Seismic surveys are the standard method used to map the Earth's crust. Data from these surveys are used to project detailed information about the types and properties of rocks. Bouncing sound waves off rock formations underneath the surface allows the reflected waves to be analyzed. The time lapses between the incident and reflected waves, as well as the properties of the received wave, provide information about the types of rocks and the possible reserves of petroleum and gas deposits
If the geological heterogeneity of a reservoir is known, the injection patterns can be designed to direct the injections to the less permeable layers of the rock that have oil. The challenge is that the reservoir's permeability distribution is hard to determine because heterogeneity changes from one area to another. Therefore, to maximize oil recovery (sweep efficiency), it is necessary to monitor and map the orientation of the permeability layers via seismic surveys. [13] Seismic waves are sent through the rock formations and the time lapse and distortions in the seismic waves are analyzed to map the permeability orientation to enhance the efficient installation of injection patterns. [14]
Oil recovery involves three stages of extraction: primary, secondary and tertiary. Since mobility is a ratio of effective permeability and phase viscosity, the productivity of a well is directly proportional to the product of layer thickness of the reservoir rock and mobility. [15] [16]
Primary recovery uses the pressure build-up of gasses in the reservoir, gravity drainage or a combination of the two. These methods constitute cold production and are commonly referred to as using “natural lift". For conventional oil, cold production has a recovery factor of more than 30 percent while for heavy oil it raises 5 to 10 percent. [2]
One variation of the cold production method is called Cold Heavy Oil Production with Sand (CHOPS). CHOPS creates a wormhole or void where oil gets pulled from the surrounding rocks towards the wellbore. These methods are termed cold production, since they are used at reservoir ambient temperature. When natural lift pressure does not generate sufficient underground pressure or when the pressure declines and is no longer sufficient to move oil through the wellbore, primary production has reached its extraction limit, to be succeeded by secondary recovery.
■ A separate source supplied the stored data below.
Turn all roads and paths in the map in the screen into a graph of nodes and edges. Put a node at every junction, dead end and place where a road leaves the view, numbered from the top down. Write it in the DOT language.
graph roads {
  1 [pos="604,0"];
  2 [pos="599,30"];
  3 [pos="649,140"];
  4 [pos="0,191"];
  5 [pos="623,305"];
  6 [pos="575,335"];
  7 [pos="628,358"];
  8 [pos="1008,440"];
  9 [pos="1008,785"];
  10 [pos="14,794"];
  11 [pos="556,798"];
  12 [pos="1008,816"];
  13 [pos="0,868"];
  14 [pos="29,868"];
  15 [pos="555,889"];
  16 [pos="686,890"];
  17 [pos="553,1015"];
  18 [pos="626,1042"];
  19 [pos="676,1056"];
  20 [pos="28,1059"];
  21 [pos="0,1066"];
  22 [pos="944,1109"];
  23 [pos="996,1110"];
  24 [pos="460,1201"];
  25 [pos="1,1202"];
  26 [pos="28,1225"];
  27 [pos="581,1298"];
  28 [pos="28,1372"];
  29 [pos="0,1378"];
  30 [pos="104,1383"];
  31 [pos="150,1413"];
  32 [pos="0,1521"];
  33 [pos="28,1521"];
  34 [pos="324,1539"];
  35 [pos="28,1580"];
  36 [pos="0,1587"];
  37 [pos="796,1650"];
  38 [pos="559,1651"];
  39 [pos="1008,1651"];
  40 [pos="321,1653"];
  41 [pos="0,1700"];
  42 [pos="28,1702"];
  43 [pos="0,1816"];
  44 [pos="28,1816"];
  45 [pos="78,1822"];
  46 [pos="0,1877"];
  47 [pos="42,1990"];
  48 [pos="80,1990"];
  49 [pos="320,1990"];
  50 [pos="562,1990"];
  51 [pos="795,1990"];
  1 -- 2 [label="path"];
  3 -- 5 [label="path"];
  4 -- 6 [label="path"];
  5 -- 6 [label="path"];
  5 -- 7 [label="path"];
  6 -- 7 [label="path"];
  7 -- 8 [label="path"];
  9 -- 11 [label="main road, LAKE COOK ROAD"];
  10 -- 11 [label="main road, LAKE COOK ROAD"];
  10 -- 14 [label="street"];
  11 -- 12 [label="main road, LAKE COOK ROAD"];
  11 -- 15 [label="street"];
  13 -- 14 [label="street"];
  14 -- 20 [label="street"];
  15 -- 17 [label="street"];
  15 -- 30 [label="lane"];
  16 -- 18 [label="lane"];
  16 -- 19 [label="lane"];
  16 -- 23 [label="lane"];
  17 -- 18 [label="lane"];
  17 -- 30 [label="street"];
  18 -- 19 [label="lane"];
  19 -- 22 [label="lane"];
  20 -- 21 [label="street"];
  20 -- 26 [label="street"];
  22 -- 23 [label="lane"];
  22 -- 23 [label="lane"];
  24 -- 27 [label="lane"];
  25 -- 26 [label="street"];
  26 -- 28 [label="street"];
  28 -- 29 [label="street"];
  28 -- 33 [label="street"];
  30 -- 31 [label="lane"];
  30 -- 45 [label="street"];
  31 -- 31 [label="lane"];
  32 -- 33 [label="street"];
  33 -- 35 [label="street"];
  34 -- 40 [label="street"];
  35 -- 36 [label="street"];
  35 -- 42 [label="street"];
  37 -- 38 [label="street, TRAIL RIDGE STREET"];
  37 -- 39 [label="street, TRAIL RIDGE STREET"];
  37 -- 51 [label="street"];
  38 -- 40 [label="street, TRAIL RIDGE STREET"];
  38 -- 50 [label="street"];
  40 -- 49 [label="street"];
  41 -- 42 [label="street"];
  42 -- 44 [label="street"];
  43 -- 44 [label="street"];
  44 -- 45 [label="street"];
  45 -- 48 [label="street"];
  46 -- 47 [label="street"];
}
Secondary recovery methods also use cold production, but employ external sources of pressure to generate the required internal pressure, still at reservoir temperature. [17] Secondary recovery methods involve the creation of artificial pressure through the injection of elements to create artificial pressure. Water, natural gas or carbon dioxide are the primary injectates. The pressure forces oil up the production well. [18] Over time the artificial pressure loses efficacy because the remaining (heavy) oil is too viscous to flow and is held by sandstone in the reservoirs. The two cold production recovery methods have a combination recovery factor of between 10 and 20 percent depending on the oil properties and types of rocks. [17]
Tertiary recovery is commonly known as Enhanced Oil Recovery (EOR). It is the method of producing oil after the primary and secondary stages have extracted most of the oil in a reserve. Specifically, enhanced oil recovery is used to recover oil trapped in porous rocks and the heavy oil that is too viscous to flow. The three methods for tertiary recovery are: chemical enhanced recovery, thermal enhanced recovery, and miscible enhanced recovery. [12]
It involves both thermal and non-thermal methods. [17] Non-thermal methods include the use of chemicals and microbes to loosen trapped heavy oil and carbon dioxide under pressure. However, thermal methods - mainly steam injection - are the most efficient way of reducing viscosity and mobilizing heavy oil.
Among the three main types of steam injection, steam flooding, for example, injects pressurized steam into the injector well where it heats up and forces the more mobile oil out. EOR techniques are expensive due to the required energy and materials. [3] Therefore, the amount of heavy oil to be recovered from a reservoir depends on the economics. Because of this, ERO begins with analysis of the reservoir, rock formations, permeability, pore geometry and viscosity. Including the heterogeneity of a reservoir, these factors influence the success of any recovery method.
Overall efficiency is the product of the sweep efficiency and displacement efficiency.
Cyclic Steam Stimulation (CSS) injects steam through a single well for a period, leaving it to heat up and reduce viscosity, then extracting oil through the same well in alternating cycles of injection and extraction.
Steam-Assisted Gravity Drainage (SAGD) involves the use of stacked horizontal wells. The top horizontal well is used to inject steam which heats up the surrounding heavy oil which then flows into the bottom horizontal production well. [19]
Steam injection consists of two core methods: cyclic steam injection and steam flooding.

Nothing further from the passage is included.